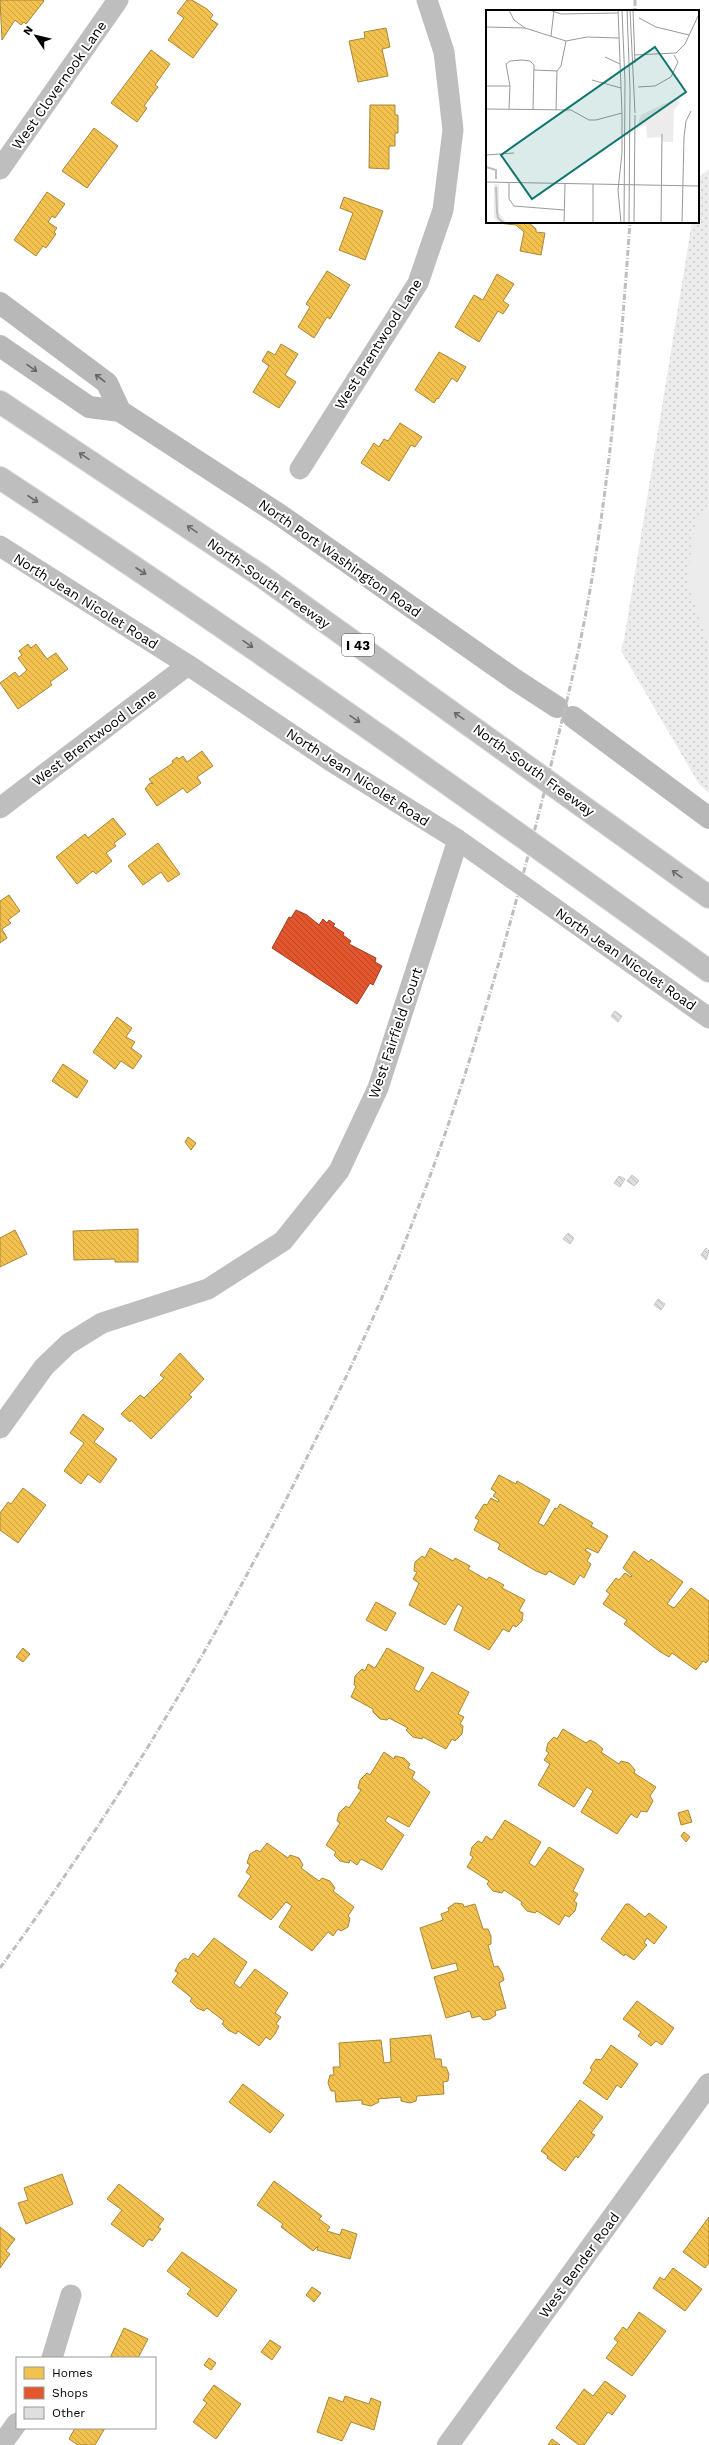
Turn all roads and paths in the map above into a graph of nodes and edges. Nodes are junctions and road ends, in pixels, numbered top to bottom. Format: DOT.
graph roads {
  1 [pos="118,0"];
  2 [pos="427,0"];
  3 [pos="0,170"];
  4 [pos="0,303"];
  5 [pos="0,346"];
  6 [pos="0,402"];
  7 [pos="120,411"];
  8 [pos="300,469"];
  9 [pos="0,478"];
  10 [pos="0,546"];
  11 [pos="188,665"];
  12 [pos="0,808"];
  13 [pos="709,818"];
  14 [pos="458,840"];
  15 [pos="709,897"];
  16 [pos="709,971"];
  17 [pos="709,1018"];
  18 [pos="0,1428"];
  19 [pos="709,2084"];
  20 [pos="72,2295"];
  21 [pos="52,2357"];
  22 [pos="16,2424"];
  23 [pos="1,2445"];
  24 [pos="448,2445"];
  1 -- 3 [label="street, West Clovernook Lane"];
  2 -- 8 [label="street, West Brentwood Lane"];
  7 -- 4 [label="main road, one-way"];
  5 -- 7 [label="main road, North Port Washington Road, one-way"];
  15 -- 6 [label="main road, North-South Freeway / I 43, one-way"];
  7 -- 13 [label="main road, North Port Washington Road"];
  9 -- 16 [label="main road, one-way"];
  10 -- 11 [label="street, North Jean Nicolet Road"];
  11 -- 12 [label="street, West Brentwood Lane"];
  11 -- 14 [label="street, North Jean Nicolet Road"];
  14 -- 17 [label="street, North Jean Nicolet Road"];
  14 -- 18 [label="street, West Fairfield Court"];
  19 -- 24 [label="main road, West Bender Road"];
  20 -- 21 [label="street"];
  22 -- 23 [label="street"];
}
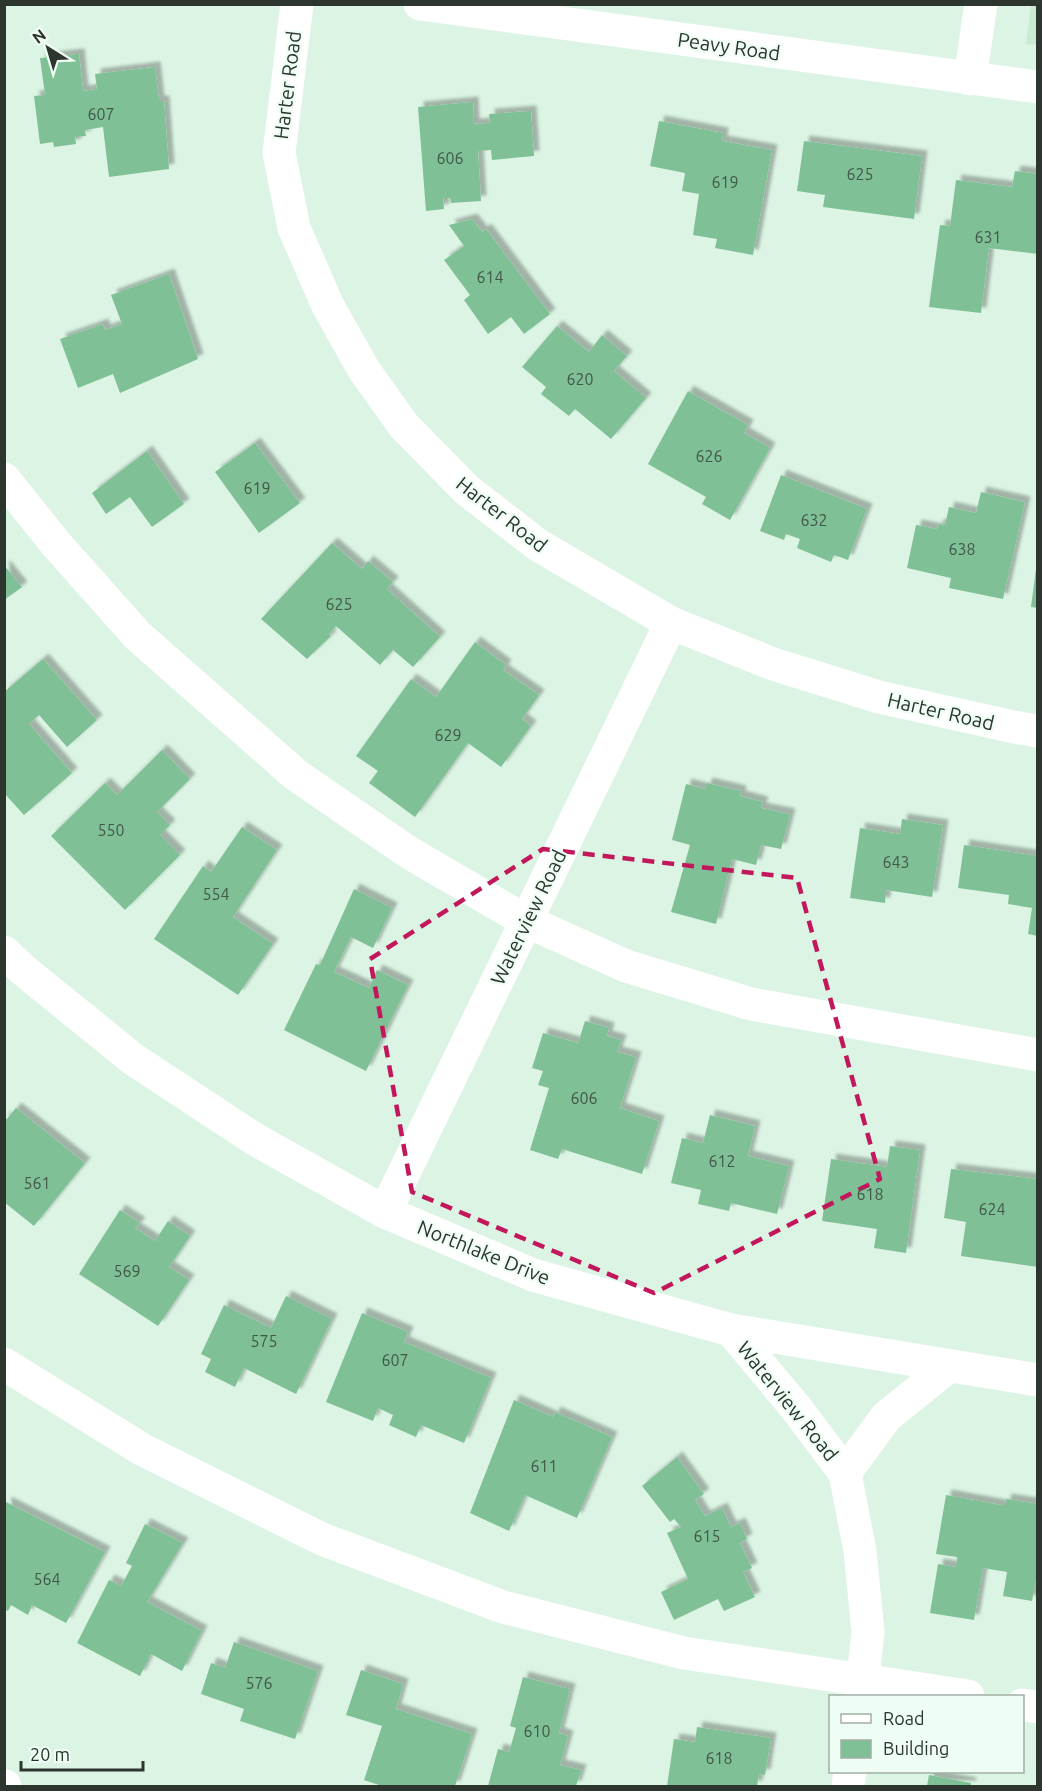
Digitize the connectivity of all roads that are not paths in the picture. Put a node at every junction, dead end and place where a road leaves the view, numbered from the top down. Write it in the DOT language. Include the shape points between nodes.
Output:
graph roads {
  1 [pos="297,4"];
  2 [pos="420,4"];
  3 [pos="981,4"];
  4 [pos="970,79"];
  5 [pos="1038,87"];
  6 [pos="4,479"];
  7 [pos="672,623"];
  8 [pos="1038,731"];
  9 [pos="526,921"];
  10 [pos="4,952"];
  11 [pos="1038,1055"];
  12 [pos="385,1212"];
  13 [pos="731,1330"];
  14 [pos="4,1364"];
  15 [pos="948,1366"];
  16 [pos="1038,1380"];
  17 [pos="845,1473"];
  18 [pos="862,1688"];
  19 [pos="955,1695"];
  1 -- 7 [label="street, Harter Road" via="279,153 294,228 328,306 364,370 404,426 467,490 538,545"];
  2 -- 4 [label="street, Peavy Road"];
  3 -- 4 [label="street"];
  4 -- 5 [label="street, Peavy Road"];
  6 -- 9 [label="street" via="138,636 296,776 408,852"];
  7 -- 8 [label="street, Harter Road" via="773,664 879,697"];
  7 -- 9 [label="street, Waterview Road"];
  9 -- 11 [label="street" via="626,966 751,1004"];
  9 -- 12 [label="street, Waterview Road"];
  10 -- 12 [label="street, Northlake Drive" via="133,1059 256,1140"];
  12 -- 13 [label="street, Northlake Drive" via="533,1275"];
  13 -- 15 [label="street, Northlake Drive"];
  13 -- 17 [label="street, Waterview Road"];
  14 -- 18 [label="street" via="143,1450 322,1539 502,1607 684,1653"];
  15 -- 16 [label="street, Northlake Drive"];
  15 -- 17 [label="street, Waterview Road" via="886,1417"];
  17 -- 18 [label="street, Waterview Road" via="860,1551 868,1632"];
  18 -- 19 [label="street"];
}
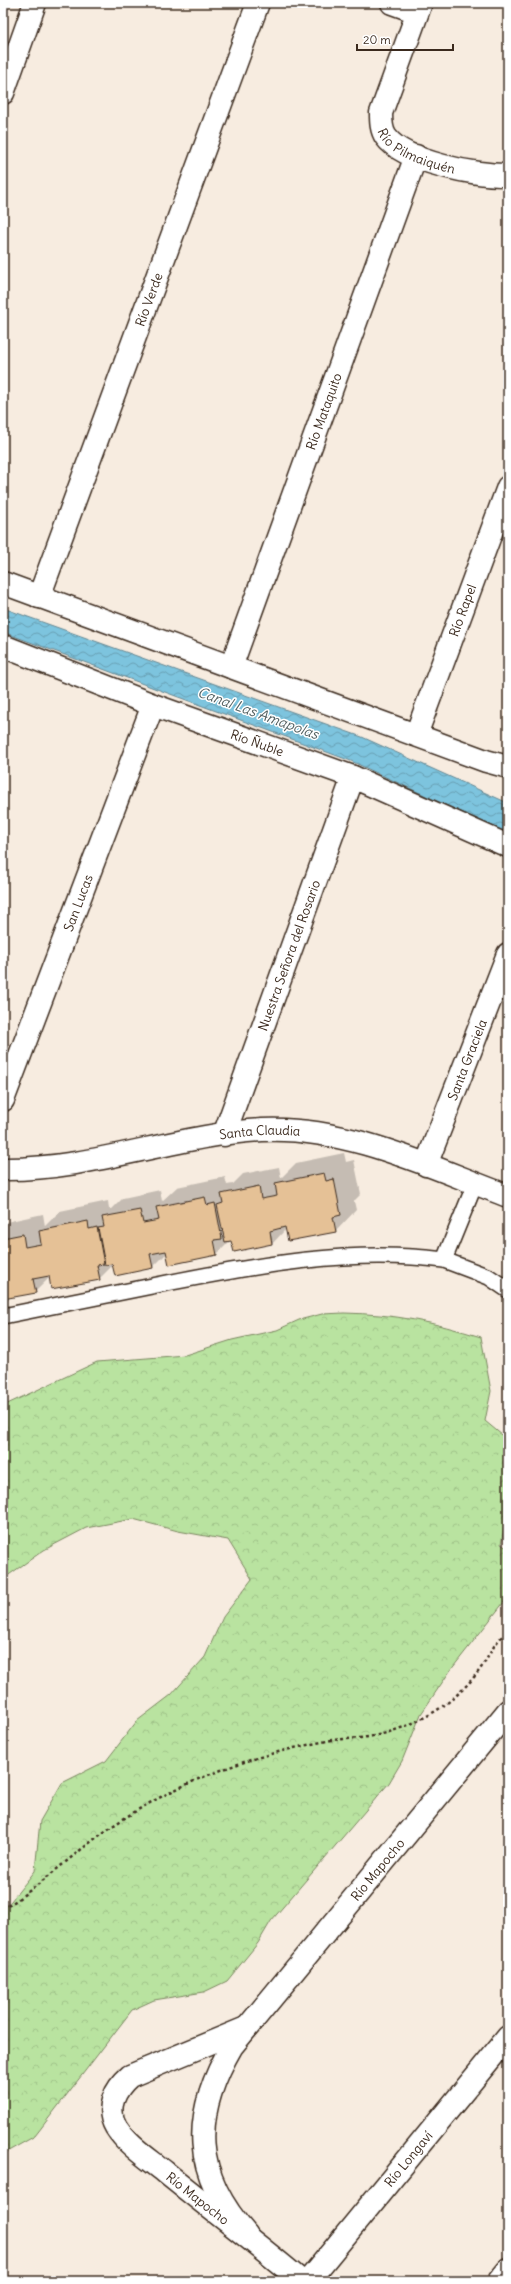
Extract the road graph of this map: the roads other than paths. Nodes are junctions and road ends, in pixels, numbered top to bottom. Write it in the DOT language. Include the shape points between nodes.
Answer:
graph roads {
  1 [pos="35,3"];
  2 [pos="258,3"];
  3 [pos="392,3"];
  4 [pos="419,7"];
  5 [pos="3,93"];
  6 [pos="416,156"];
  7 [pos="508,175"];
  8 [pos="508,487"];
  9 [pos="3,584"];
  10 [pos="40,597"];
  11 [pos="3,646"];
  12 [pos="231,667"];
  13 [pos="152,705"];
  14 [pos="416,735"];
  15 [pos="508,767"];
  16 [pos="352,777"];
  17 [pos="508,846"];
  18 [pos="508,954"];
  19 [pos="3,1100"];
  20 [pos="224,1135"];
  21 [pos="426,1165"];
  22 [pos="3,1169"];
  23 [pos="474,1184"];
  24 [pos="508,1196"];
  25 [pos="444,1260"];
  26 [pos="508,1290"];
  27 [pos="3,1316"];
  28 [pos="508,1711"];
  29 [pos="247,2028"];
  30 [pos="508,2037"];
  31 [pos="247,2235"];
  32 [pos="508,2270"];
  33 [pos="301,2281"];
  34 [pos="308,2281"];
  35 [pos="499,2281"];
  1 -- 5 [label="street"];
  2 -- 10 [label="street, Río Verde"];
  3 -- 4 [label="street, Río Pilmaiquén"];
  4 -- 6 [label="street, Río Pilmaiquén" via="380,121 390,142"];
  6 -- 7 [label="street, Río Pilmaiquén" via="475,174"];
  6 -- 12 [label="street, Río Mataquito"];
  8 -- 14 [label="street, Río Rapel"];
  9 -- 10 [label="street"];
  10 -- 12 [label="street"];
  11 -- 13 [label="street, Río Ñuble"];
  12 -- 14 [label="street"];
  13 -- 16 [label="street, Río Ñuble"];
  13 -- 19 [label="street, San Lucas"];
  14 -- 15 [label="street"];
  16 -- 17 [label="street, Río Ñuble"];
  16 -- 20 [label="street, Nuestra Señora del Rosario"];
  18 -- 21 [label="street, Santa Graciela"];
  20 -- 21 [label="street, Santa Claudia" via="262,1130 301,1131 335,1136"];
  20 -- 22 [label="street, Santa Claudia" via="80,1163 46,1168"];
  21 -- 23 [label="street, Santa Claudia"];
  23 -- 24 [label="street, Santa Claudia"];
  23 -- 25 [label="lane"];
  25 -- 26 [label="lane" via="489,1277"];
  25 -- 27 [label="lane" via="384,1254 301,1260 213,1274"];
  28 -- 29 [label="street, Río Mapocho"];
  29 -- 31 [label="street, Río Mapocho" via="232,2046 211,2088 203,2134 205,2158 219,2198 231,2218"];
  29 -- 31 [label="street, Río Mapocho" via="130,2076 114,2094 112,2106 116,2126 130,2143"];
  30 -- 34 [label="street, Río Longaví"];
  31 -- 33 [label="street"];
  32 -- 35 [label="street"];
}
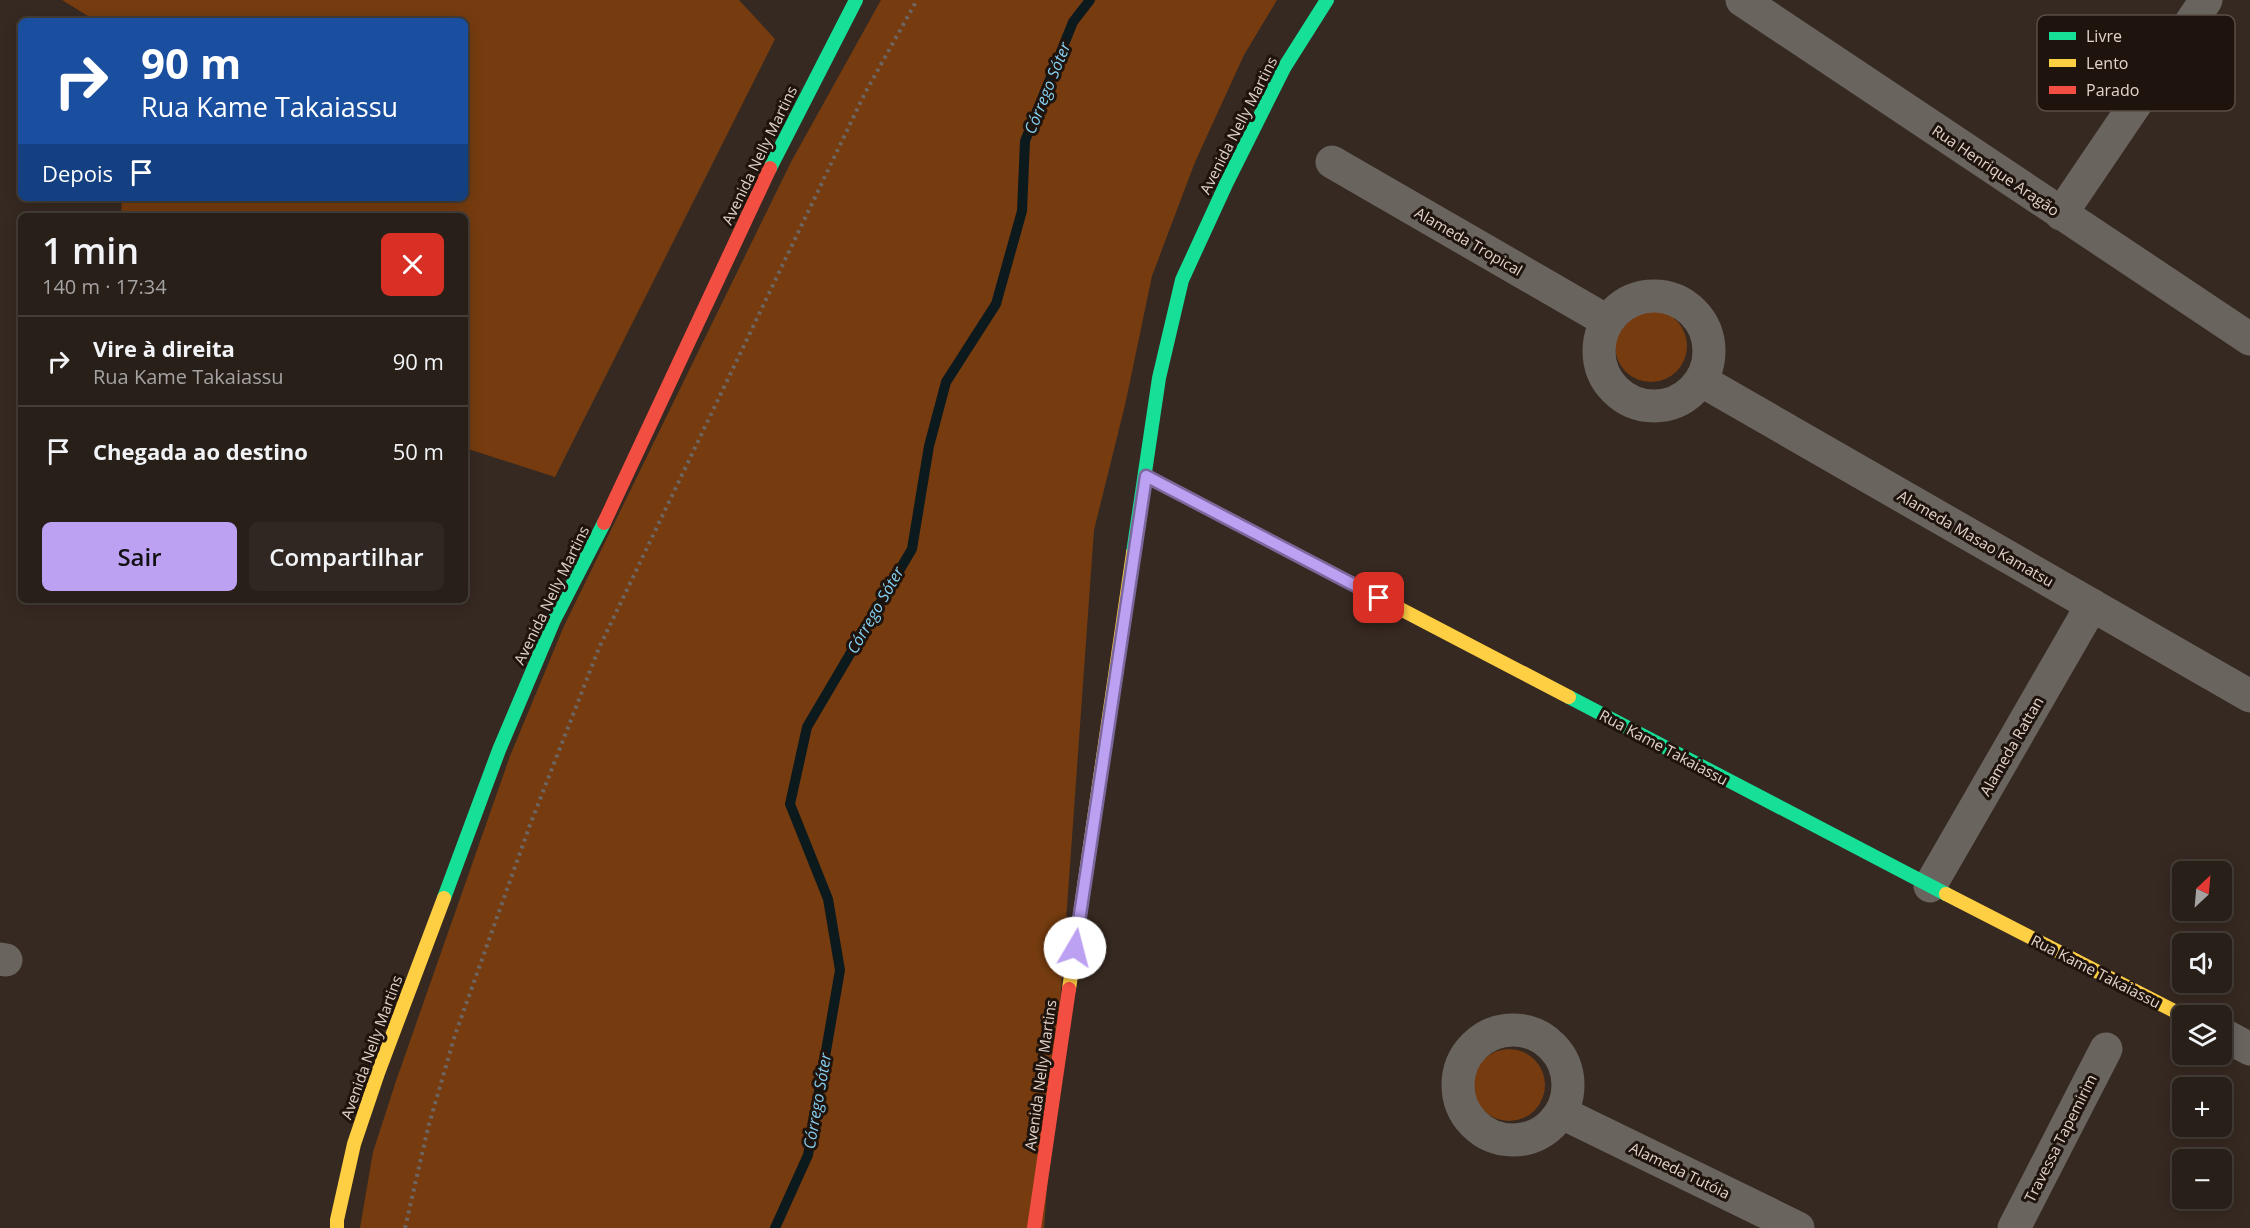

※

▸ Exercise details: Report only a number, the count of lines in the listing that contain the word "Peavy".

▸ The completed task: 2